GOAL OF THE EXERCISE => Exclude the pictures and set down, unaltered, the lines from the one that holds "index pip: (175, 60)" through the end of the data.

___ PROVIDED RECORDS

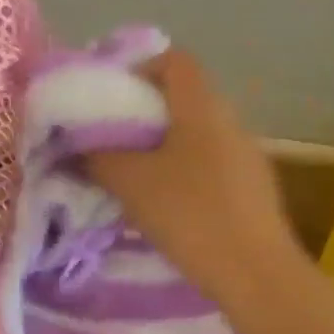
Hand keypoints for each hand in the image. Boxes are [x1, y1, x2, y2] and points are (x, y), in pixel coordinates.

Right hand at [88, 49, 301, 299]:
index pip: (175, 60)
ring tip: (136, 180)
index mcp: (203, 107)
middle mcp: (231, 122)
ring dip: (166, 150)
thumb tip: (77, 147)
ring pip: (198, 137)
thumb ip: (98, 158)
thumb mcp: (132, 184)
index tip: (112, 101)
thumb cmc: (191, 215)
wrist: (255, 273)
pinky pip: (213, 167)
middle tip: (114, 144)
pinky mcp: (255, 190)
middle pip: (185, 100)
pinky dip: (187, 175)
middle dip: (145, 117)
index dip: (140, 69)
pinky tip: (171, 208)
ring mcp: (248, 157)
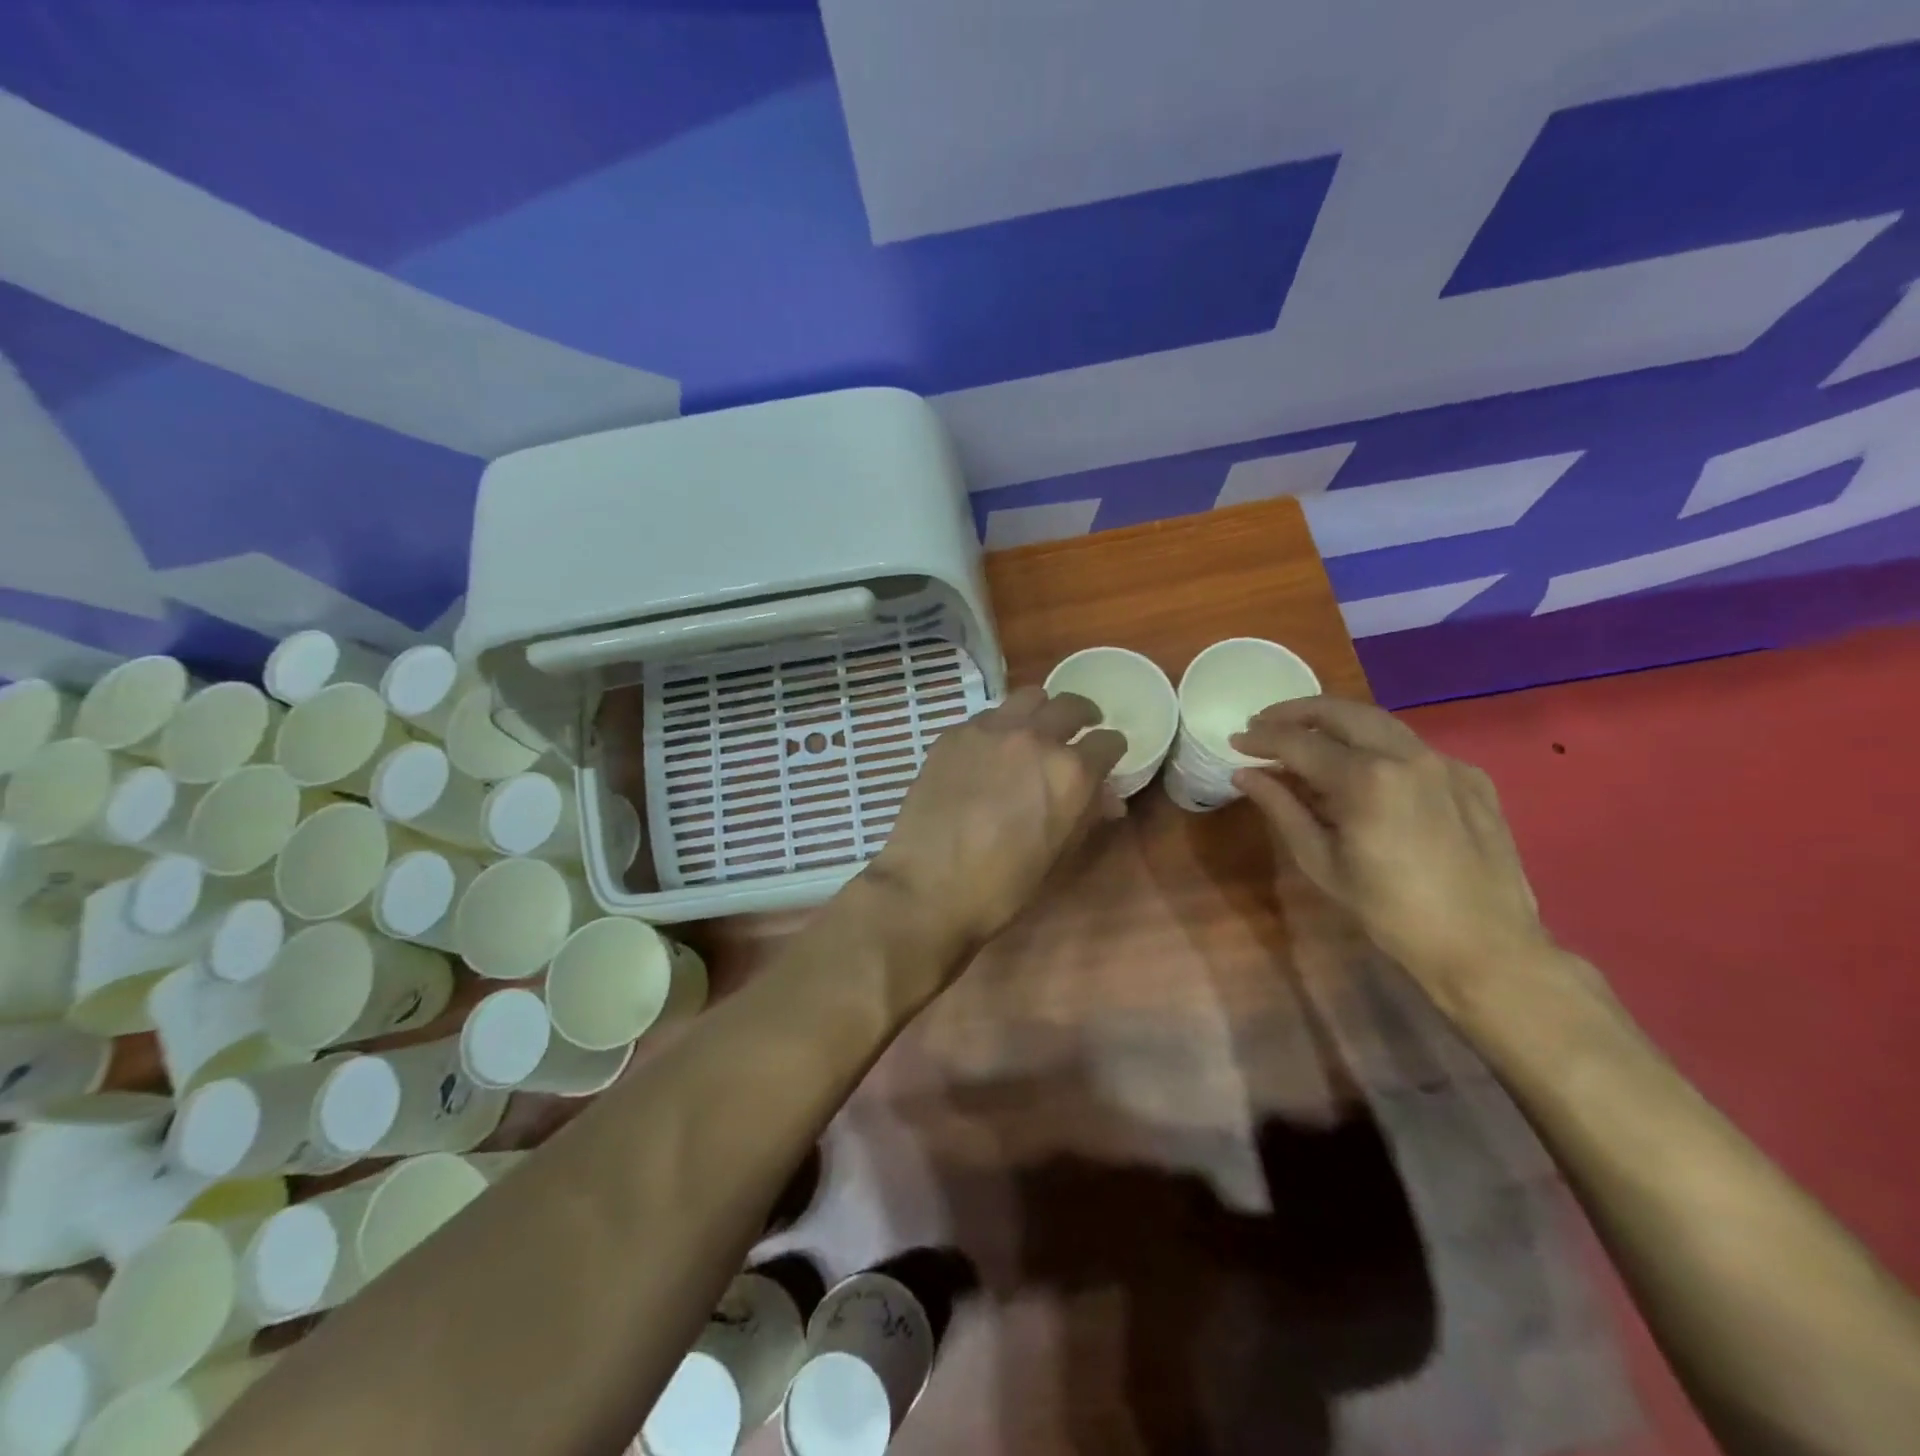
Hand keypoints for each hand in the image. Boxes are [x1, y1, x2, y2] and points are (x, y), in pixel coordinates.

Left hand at [870, 687, 1125, 965]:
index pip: (1108, 742)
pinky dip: (999, 726)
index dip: (1111, 751)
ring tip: (1035, 729)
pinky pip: (988, 716)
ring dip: (1040, 711)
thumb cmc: (1002, 885)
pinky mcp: (954, 733)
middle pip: (1071, 705)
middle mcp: (1035, 738)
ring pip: (1028, 697)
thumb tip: (1107, 799)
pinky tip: (989, 751)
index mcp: (1070, 772)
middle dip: (1083, 717)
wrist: (928, 885)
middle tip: (1079, 731)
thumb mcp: (1057, 855)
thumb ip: (1086, 816)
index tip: (1107, 758)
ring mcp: (991, 729)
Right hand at [1231, 696, 1548, 1013]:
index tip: (1237, 740)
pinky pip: (1412, 747)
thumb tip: (1245, 774)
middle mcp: (1407, 755)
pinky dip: (1376, 746)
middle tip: (1264, 722)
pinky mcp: (1471, 776)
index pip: (1299, 742)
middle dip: (1295, 712)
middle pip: (1341, 712)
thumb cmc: (1389, 911)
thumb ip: (1282, 808)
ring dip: (1336, 721)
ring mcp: (1444, 762)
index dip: (1261, 739)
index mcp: (1366, 779)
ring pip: (1379, 721)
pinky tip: (1363, 770)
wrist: (1485, 946)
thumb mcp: (1321, 862)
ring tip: (1306, 736)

______

RESPONSE =>
index pip: (175, 60)
ring tip: (136, 180)
index mcp: (203, 107)
middle mcp: (231, 122)
ring dip: (166, 150)
thumb tip: (77, 147)
ring pip: (198, 137)
thumb ip: (98, 158)
thumb mcp: (132, 184)
index tip: (112, 101)
thumb cmc: (191, 215)
wrist: (255, 273)
pinky pip: (213, 167)
middle tip: (114, 144)
pinky mcp: (255, 190)
middle pip: (185, 100)
pinky dip: (187, 175)
middle dip: (145, 117)
index dip: (140, 69)
pinky tip: (171, 208)
ring mcp: (248, 157)
Hand keypoints for each hand in the image. Boxes are [x1, y1, x2, y2] and points are (x, y), in pixel coordinates.

Left hand at [870, 687, 1125, 965]:
index pip: (1108, 742)
pinky dip: (999, 726)
index dip: (1111, 751)
ring tip: (1035, 729)
pinky pip: (988, 716)
ring dip: (1040, 711)
thumb cmc: (1002, 885)
pinky mcp: (954, 733)
middle pip: (1071, 705)
middle mcp: (1035, 738)
ring pip: (1028, 697)
thumb tip: (1107, 799)
pinky tip: (989, 751)
index mcp: (1070, 772)
middle dip: (1083, 717)
wrist: (928, 885)
middle tip: (1079, 731)
thumb mcp: (1057, 855)
thumb ip: (1086, 816)
index tip: (1107, 758)
ring mcp: (991, 729)
Right hand at [1231, 696, 1548, 1013]:
index tip: (1237, 740)
pinky pip: (1412, 747)
thumb tip: (1245, 774)
middle mcp: (1407, 755)
pinky dip: (1376, 746)
middle tip: (1264, 722)
pinky mcp: (1471, 776)
index pip: (1299, 742)
middle dip: (1295, 712)
middle pip: (1341, 712)
thumb cmc: (1389, 911)
thumb ip: (1282, 808)
ring dip: (1336, 721)
ring mcp: (1444, 762)
index dip: (1261, 739)
index mcp: (1366, 779)
ring pip: (1379, 721)
pinky tip: (1363, 770)
wrist: (1485, 946)
thumb mcp: (1321, 862)
ring tip: (1306, 736)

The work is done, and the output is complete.